● **Supplied information**
Segment Open

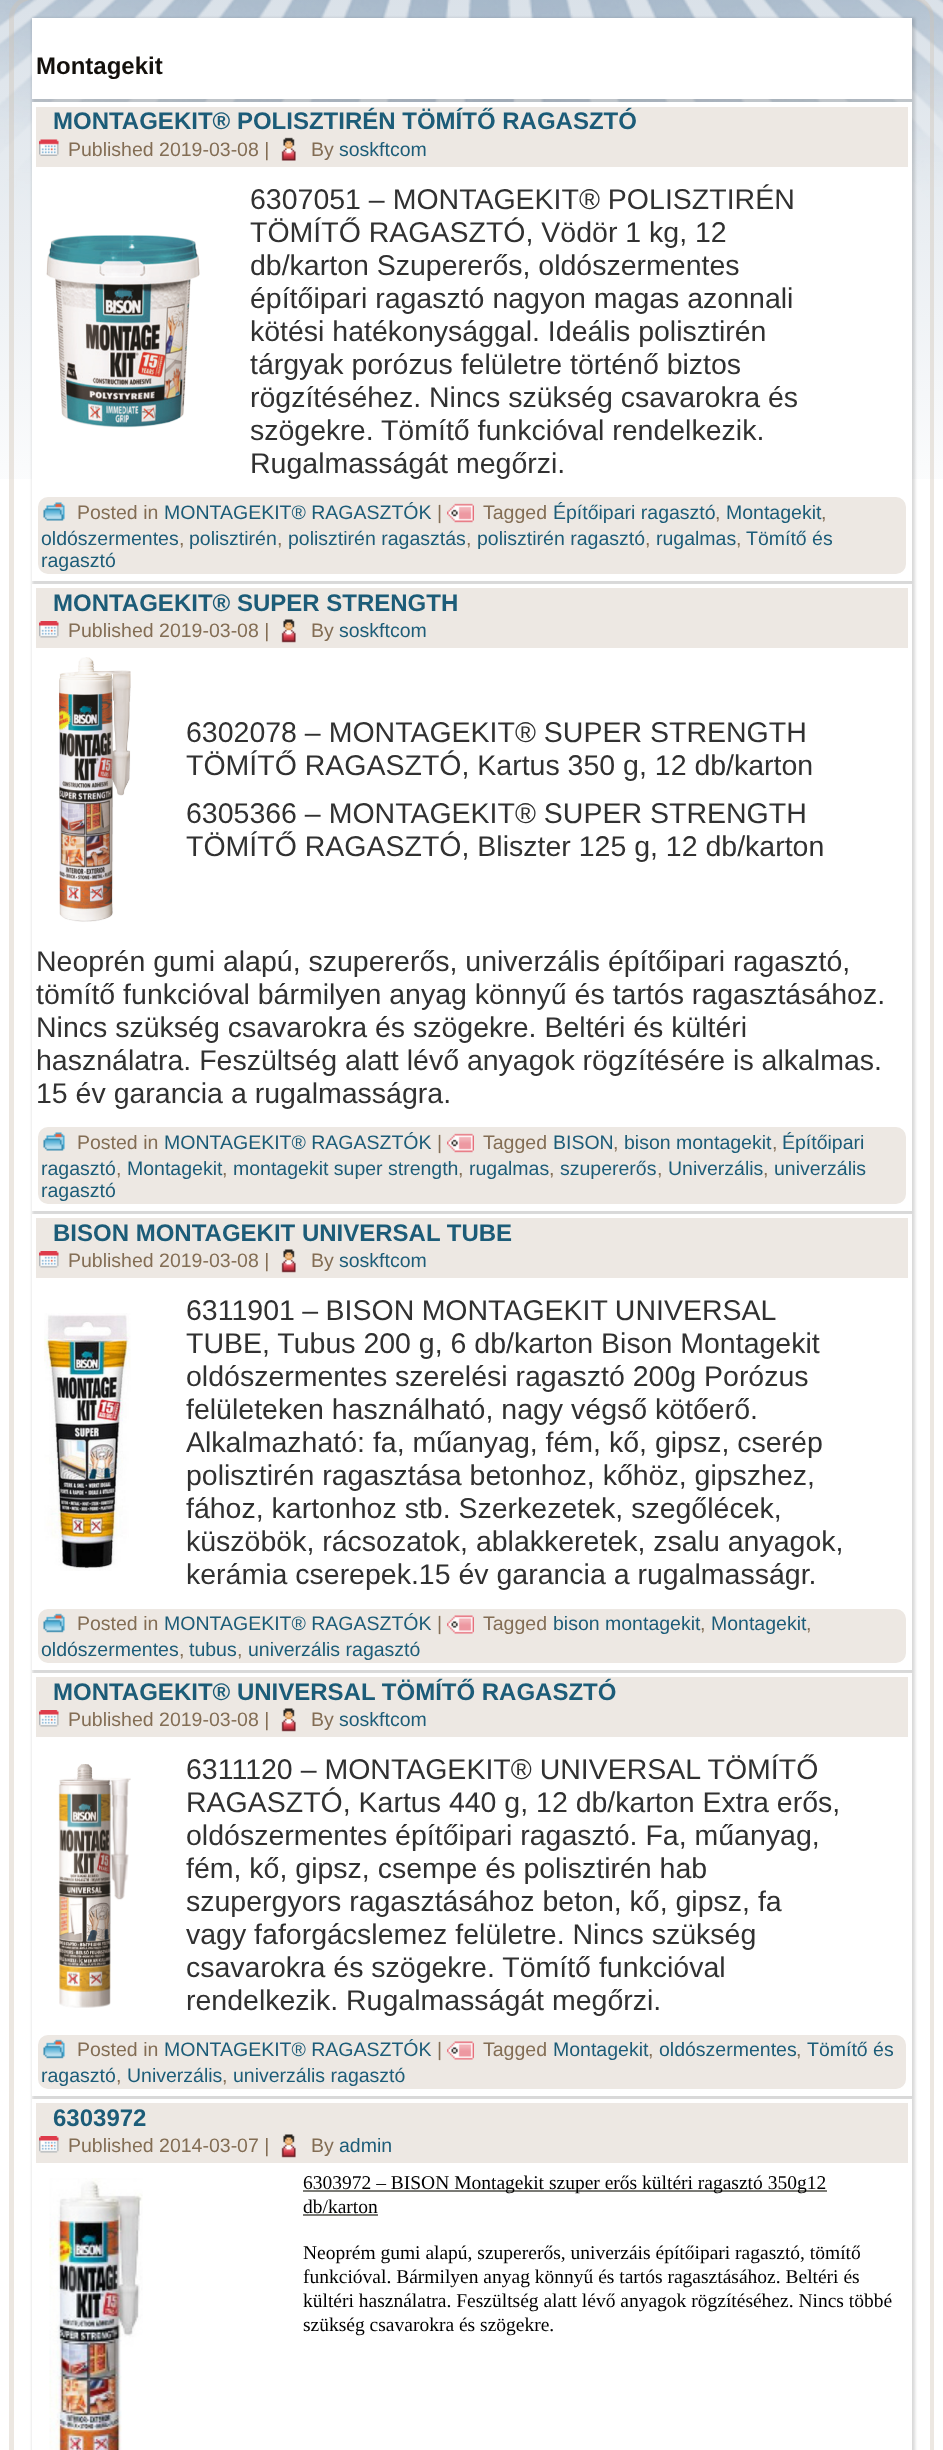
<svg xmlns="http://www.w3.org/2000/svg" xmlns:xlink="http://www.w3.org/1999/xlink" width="943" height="2450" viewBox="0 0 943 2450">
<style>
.cls-1{font:bold 24px Liberation Sans;fill:#13100c}
.cls-2{font:bold 24px Liberation Sans;fill:#1c5c78}
.cls-3{font:19.5px Liberation Sans;fill:#836d54}
.cls-4{font:19.5px Liberation Sans;fill:#1c5c78}
.cls-5{font:28.5px Liberation Sans;fill:#313131}
.cls-6{font:19.5px Liberation Serif;fill:#000000}
</style>
<rect width="100%" height="100%" fill="#ffffff"/>
<image xlink:href="image0.png" x="0" y="0" width="943" height="479"/>
<path fill="#cfc3b4" fill-opacity="0.4" fill-rule="evenodd" d="M32-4H912C924-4 934 6 934 18V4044H9V18C9 6 19-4 32-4ZM32 0H912C922 0 930 8 930 18V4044H14V18C14 8 22 0 32 0Z"/>
<rect fill="#000000" fill-opacity="0.15" filter="blur(1.5px)" x="32" y="18" width="883" height="84"/>
<rect fill="#ffffff" x="32" y="18" width="880" height="81"/>
<rect fill="#000000" fill-opacity="0.15" filter="blur(1.5px)" x="32" y="102" width="883" height="482"/>
<rect fill="#ffffff" x="32" y="102" width="880" height="479"/>
<rect fill="#ede8e3" x="36" y="107" width="872" height="60"/>
<image xlink:href="image1.png" x="39" y="139" width="20" height="17"/>
<image xlink:href="image2.png" x="281" y="137" width="15" height="24"/>
<image xlink:href="image3.png" x="46" y="235" width="154" height="193"/>
<rect fill="#ede8e3" stroke="#ffffff" stroke-width="2" x="37" y="496" width="870" height="79" rx="11"/>
<image xlink:href="image4.png" x="447" y="503" width="27" height="20"/>
<image xlink:href="image5.png" x="43" y="502" width="22" height="19"/>
<rect fill="#000000" fill-opacity="0.15" filter="blur(1.5px)" x="32" y="584" width="883" height="630"/>
<rect fill="#ffffff" x="32" y="584" width="880" height="627"/>
<rect fill="#ede8e3" x="36" y="588" width="872" height="60"/>
<image xlink:href="image6.png" x="39" y="621" width="20" height="17"/>
<image xlink:href="image7.png" x="281" y="619" width="15" height="24"/>
<image xlink:href="image8.png" x="59" y="657" width="72" height="265"/>
<rect fill="#ede8e3" stroke="#ffffff" stroke-width="2" x="37" y="1126" width="870" height="79" rx="11"/>
<image xlink:href="image4.png" x="447" y="1133" width="27" height="20"/>
<image xlink:href="image5.png" x="43" y="1132" width="22" height="19"/>
<rect fill="#000000" fill-opacity="0.15" filter="blur(1.5px)" x="32" y="1214" width="883" height="459"/>
<rect fill="#ffffff" x="32" y="1214" width="880" height="456"/>
<rect fill="#ede8e3" x="36" y="1218" width="872" height="60"/>
<image xlink:href="image6.png" x="39" y="1251" width="20" height="17"/>
<image xlink:href="image7.png" x="281" y="1249" width="15" height="24"/>
<image xlink:href="image9.png" x="44" y="1313" width="87" height="258"/>
<rect fill="#ede8e3" stroke="#ffffff" stroke-width="2" x="37" y="1608" width="870" height="56" rx="11"/>
<image xlink:href="image10.png" x="43" y="1613" width="22" height="20"/>
<image xlink:href="image11.png" x="447" y="1615" width="27" height="19"/>
<rect fill="#000000" fill-opacity="0.15" filter="blur(1.5px)" x="32" y="1673" width="883" height="426"/>
<rect fill="#ffffff" x="32" y="1673" width="880" height="423"/>
<rect fill="#ede8e3" x="36" y="1677" width="872" height="60"/>
<image xlink:href="image6.png" x="39" y="1710" width="20" height="17"/>
<image xlink:href="image7.png" x="281" y="1708" width="15" height="24"/>
<image xlink:href="image12.png" x="58" y="1764" width="73" height="244"/>
<rect fill="#ede8e3" stroke="#ffffff" stroke-width="2" x="37" y="2034" width="870" height="56" rx="11"/>
<image xlink:href="image10.png" x="43" y="2039" width="22" height="20"/>
<image xlink:href="image11.png" x="447" y="2041" width="27" height="19"/>
<rect fill="#000000" fill-opacity="0.15" filter="blur(1.5px)" x="32" y="2099" width="883" height="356"/>
<rect fill="#ffffff" x="32" y="2099" width="880" height="351"/>
<rect fill="#ede8e3" x="36" y="2103" width="872" height="60"/>
<image xlink:href="image6.png" x="39" y="2136" width="20" height="17"/>
<image xlink:href="image7.png" x="281" y="2134" width="15" height="24"/>
<image xlink:href="image13.png" x="49" y="2178" width="94" height="272"/>
<rect fill="#7a7a75" x="303" y="2190" width="524" height="2"/>
<rect fill="#7a7a75" x="303" y="2214" width="75" height="2"/>
<text class="cls-1" x="36" y="74">Montagekit</text>
<text class="cls-2" x="53" y="129">MONTAGEKIT® POLISZTIRÉN TÖMÍTŐ RAGASZTÓ</text>
<text class="cls-3" x="68" y="156">Published 2019-03-08 |</text>
<text class="cls-3" x="311" y="156">By</text>
<text class="cls-4" x="339" y="156">soskftcom</text>
<text class="cls-5"><tspan x="250" y="209">6307051 – MONTAGEKIT® POLISZTIRÉN</tspan><tspan x="250" y="242">TÖMÍTŐ RAGASZTÓ, Vödör 1 kg, 12</tspan><tspan x="250" y="275">db/karton Szupererős, oldószermentes</tspan><tspan x="250" y="308">építőipari ragasztó nagyon magas azonnali</tspan><tspan x="250" y="341">kötési hatékonysággal. Ideális polisztirén</tspan><tspan x="250" y="374">tárgyak porózus felületre történő biztos</tspan><tspan x="250" y="407">rögzítéséhez. Nincs szükség csavarokra és</tspan><tspan x="250" y="440">szögekre. Tömítő funkcióval rendelkezik.</tspan><tspan x="250" y="473">Rugalmasságát megőrzi.</tspan></text>
<text class="cls-3" x="483" y="519">Tagged</text>
<text class="cls-4" x="553" y="519">Építőipari ragasztó</text>
<text class="cls-3" x="715" y="519">,</text>
<text class="cls-4" x="726" y="519">Montagekit</text>
<text class="cls-3" x="821" y="519">,</text>
<text class="cls-4" x="41" y="545">oldószermentes</text>
<text class="cls-3" x="179" y="545">,</text>
<text class="cls-4" x="189" y="545">polisztirén</text>
<text class="cls-3" x="277" y="545">,</text>
<text class="cls-4" x="288" y="545">polisztirén ragasztás</text>
<text class="cls-3" x="466" y="545">,</text>
<text class="cls-4" x="477" y="545">polisztirén ragasztó</text>
<text class="cls-3" x="645" y="545">,</text>
<text class="cls-4" x="656" y="545">rugalmas</text>
<text class="cls-3" x="736" y="545">,</text>
<text class="cls-4" x="746" y="545">Tömítő és</text>
<text class="cls-4" x="41" y="567">ragasztó</text>
<text class="cls-3" x="77" y="519">Posted in</text>
<text class="cls-4" x="164" y="519">MONTAGEKIT® RAGASZTÓK</text>
<text class="cls-3" x="437" y="519">|</text>
<text class="cls-2" x="53" y="611">MONTAGEKIT® SUPER STRENGTH</text>
<text class="cls-3" x="68" y="637">Published 2019-03-08 |</text>
<text class="cls-3" x="311" y="637">By</text>
<text class="cls-4" x="339" y="637">soskftcom</text>
<text class="cls-5"><tspan x="186" y="742">6302078 – MONTAGEKIT® SUPER STRENGTH</tspan><tspan x="186" y="775">TÖMÍTŐ RAGASZTÓ, Kartus 350 g, 12 db/karton</tspan><tspan x="186" y="823">6305366 – MONTAGEKIT® SUPER STRENGTH</tspan><tspan x="186" y="856">TÖMÍTŐ RAGASZTÓ, Bliszter 125 g, 12 db/karton</tspan></text>
<text class="cls-5"><tspan x="36" y="971">Neoprén gumi alapú, szupererős, univerzális építőipari ragasztó,</tspan><tspan x="36" y="1004">tömítő funkcióval bármilyen anyag könnyű és tartós ragasztásához.</tspan><tspan x="36" y="1037">Nincs szükség csavarokra és szögekre. Beltéri és kültéri</tspan><tspan x="36" y="1070">használatra. Feszültség alatt lévő anyagok rögzítésére is alkalmas.</tspan><tspan x="36" y="1103">15 év garancia a rugalmasságra.</tspan></text>
<text class="cls-3" x="483" y="1149">Tagged</text>
<text class="cls-4" x="553" y="1149">BISON</text>
<text class="cls-3" x="613" y="1149">,</text>
<text class="cls-4" x="624" y="1149">bison montagekit</text>
<text class="cls-3" x="772" y="1149">,</text>
<text class="cls-4" x="782" y="1149">Építőipari</text>
<text class="cls-4" x="41" y="1175">ragasztó</text>
<text class="cls-3" x="116" y="1175">,</text>
<text class="cls-4" x="127" y="1175">Montagekit</text>
<text class="cls-3" x="222" y="1175">,</text>
<text class="cls-4" x="233" y="1175">montagekit super strength</text>
<text class="cls-3" x="458" y="1175">,</text>
<text class="cls-4" x="469" y="1175">rugalmas</text>
<text class="cls-3" x="549" y="1175">,</text>
<text class="cls-4" x="560" y="1175">szupererős</text>
<text class="cls-3" x="657" y="1175">,</text>
<text class="cls-4" x="668" y="1175">Univerzális</text>
<text class="cls-3" x="763" y="1175">,</text>
<text class="cls-4" x="774" y="1175">univerzális</text>
<text class="cls-4" x="41" y="1197">ragasztó</text>
<text class="cls-3" x="77" y="1149">Posted in</text>
<text class="cls-4" x="164" y="1149">MONTAGEKIT® RAGASZTÓK</text>
<text class="cls-3" x="437" y="1149">|</text>
<text class="cls-2" x="53" y="1241">BISON MONTAGEKIT UNIVERSAL TUBE</text>
<text class="cls-3" x="68" y="1267">Published 2019-03-08 |</text>
<text class="cls-3" x="311" y="1267">By</text>
<text class="cls-4" x="339" y="1267">soskftcom</text>
<text class="cls-5"><tspan x="186" y="1320" word-spacing="-0.5">6311901 – BISON MONTAGEKIT UNIVERSAL</tspan><tspan x="186" y="1353">TUBE, Tubus 200 g, 6 db/karton Bison Montagekit</tspan><tspan x="186" y="1386">oldószermentes szerelési ragasztó 200g Porózus</tspan><tspan x="186" y="1419">felületeken használható, nagy végső kötőerő.</tspan><tspan x="186" y="1452">Alkalmazható: fa, műanyag, fém, kő, gipsz, cserép</tspan><tspan x="186" y="1485">polisztirén ragasztása betonhoz, kőhöz, gipszhez,</tspan><tspan x="186" y="1518">fához, kartonhoz stb. Szerkezetek, szegőlécek,</tspan><tspan x="186" y="1551">küszöbök, rácsozatok, ablakkeretek, zsalu anyagok,</tspan><tspan x="186" y="1584">kerámia cserepek.15 év garancia a rugalmasságr.</tspan></text>
<text class="cls-3" x="77" y="1630">Posted in</text>
<text class="cls-4" x="164" y="1630">MONTAGEKIT® RAGASZTÓK</text>
<text class="cls-3" x="483" y="1630">Tagged</text>
<text class="cls-4" x="553" y="1630">bison montagekit</text>
<text class="cls-3" x="700" y="1630">,</text>
<text class="cls-4" x="711" y="1630">Montagekit</text>
<text class="cls-3" x="806" y="1630">,</text>
<text class="cls-4" x="41" y="1656">oldószermentes</text>
<text class="cls-3" x="179" y="1656">,</text>
<text class="cls-4" x="189" y="1656">tubus</text>
<text class="cls-3" x="237" y="1656">,</text>
<text class="cls-4" x="248" y="1656">univerzális ragasztó</text>
<text class="cls-3" x="437" y="1630">|</text>
<text class="cls-2" x="53" y="1700">MONTAGEKIT® UNIVERSAL TÖMÍTŐ RAGASZTÓ</text>
<text class="cls-3" x="68" y="1726">Published 2019-03-08 |</text>
<text class="cls-3" x="311" y="1726">By</text>
<text class="cls-4" x="339" y="1726">soskftcom</text>
<text class="cls-5"><tspan x="186" y="1779">6311120 – MONTAGEKIT® UNIVERSAL TÖMÍTŐ</tspan><tspan x="186" y="1812">RAGASZTÓ, Kartus 440 g, 12 db/karton Extra erős,</tspan><tspan x="186" y="1845">oldószermentes építőipari ragasztó. Fa, műanyag,</tspan><tspan x="186" y="1878">fém, kő, gipsz, csempe és polisztirén hab</tspan><tspan x="186" y="1911">szupergyors ragasztásához beton, kő, gipsz, fa</tspan><tspan x="186" y="1944">vagy faforgácslemez felületre. Nincs szükség</tspan><tspan x="186" y="1977">csavarokra és szögekre. Tömítő funkcióval</tspan><tspan x="186" y="2010">rendelkezik. Rugalmasságát megőrzi.</tspan></text>
<text class="cls-3" x="77" y="2056">Posted in</text>
<text class="cls-4" x="164" y="2056">MONTAGEKIT® RAGASZTÓK</text>
<text class="cls-3" x="483" y="2056">Tagged</text>
<text class="cls-4" x="553" y="2056">Montagekit</text>
<text class="cls-3" x="648" y="2056">,</text>
<text class="cls-4" x="659" y="2056">oldószermentes</text>
<text class="cls-3" x="796" y="2056">,</text>
<text class="cls-4" x="807" y="2056">Tömítő és</text>
<text class="cls-4" x="41" y="2082">ragasztó</text>
<text class="cls-3" x="116" y="2082">,</text>
<text class="cls-4" x="127" y="2082">Univerzális</text>
<text class="cls-3" x="222" y="2082">,</text>
<text class="cls-4" x="233" y="2082">univerzális ragasztó</text>
<text class="cls-3" x="437" y="2056">|</text>
<text class="cls-2" x="53" y="2126">6303972</text>
<text class="cls-3" x="68" y="2152">Published 2014-03-07 |</text>
<text class="cls-3" x="311" y="2152">By</text>
<text class="cls-4" x="339" y="2152">admin</text>
<text class="cls-6"><tspan x="303" y="2189">6303972 – BISON Montagekit szuper erős kültéri ragasztó 350g12</tspan><tspan x="303" y="2213">db/karton</tspan></text>
<text class="cls-6"><tspan x="303" y="2259">Neoprém gumi alapú, szupererős, univerzáis építőipari ragasztó, tömítő</tspan><tspan x="303" y="2283">funkcióval. Bármilyen anyag könnyű és tartós ragasztásához. Beltéri és</tspan><tspan x="303" y="2307">kültéri használatra. Feszültség alatt lévő anyagok rögzítéséhez. Nincs többé</tspan><tspan x="303" y="2331">szükség csavarokra és szögekre.</tspan></text>
</svg>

Segment Closed

● **Problem requirements**
In the records above, find every line that contains the word "blur" and copy it.

● **Result of the exercise**
<rect fill="#000000" fill-opacity="0.15" filter="blur(1.5px)" x="32" y="18" width="883" height="84"/>
<rect fill="#000000" fill-opacity="0.15" filter="blur(1.5px)" x="32" y="102" width="883" height="482"/>
<rect fill="#000000" fill-opacity="0.15" filter="blur(1.5px)" x="32" y="584" width="883" height="630"/>
<rect fill="#000000" fill-opacity="0.15" filter="blur(1.5px)" x="32" y="1214" width="883" height="459"/>
<rect fill="#000000" fill-opacity="0.15" filter="blur(1.5px)" x="32" y="1673" width="883" height="426"/>
<rect fill="#000000" fill-opacity="0.15" filter="blur(1.5px)" x="32" y="2099" width="883" height="356"/>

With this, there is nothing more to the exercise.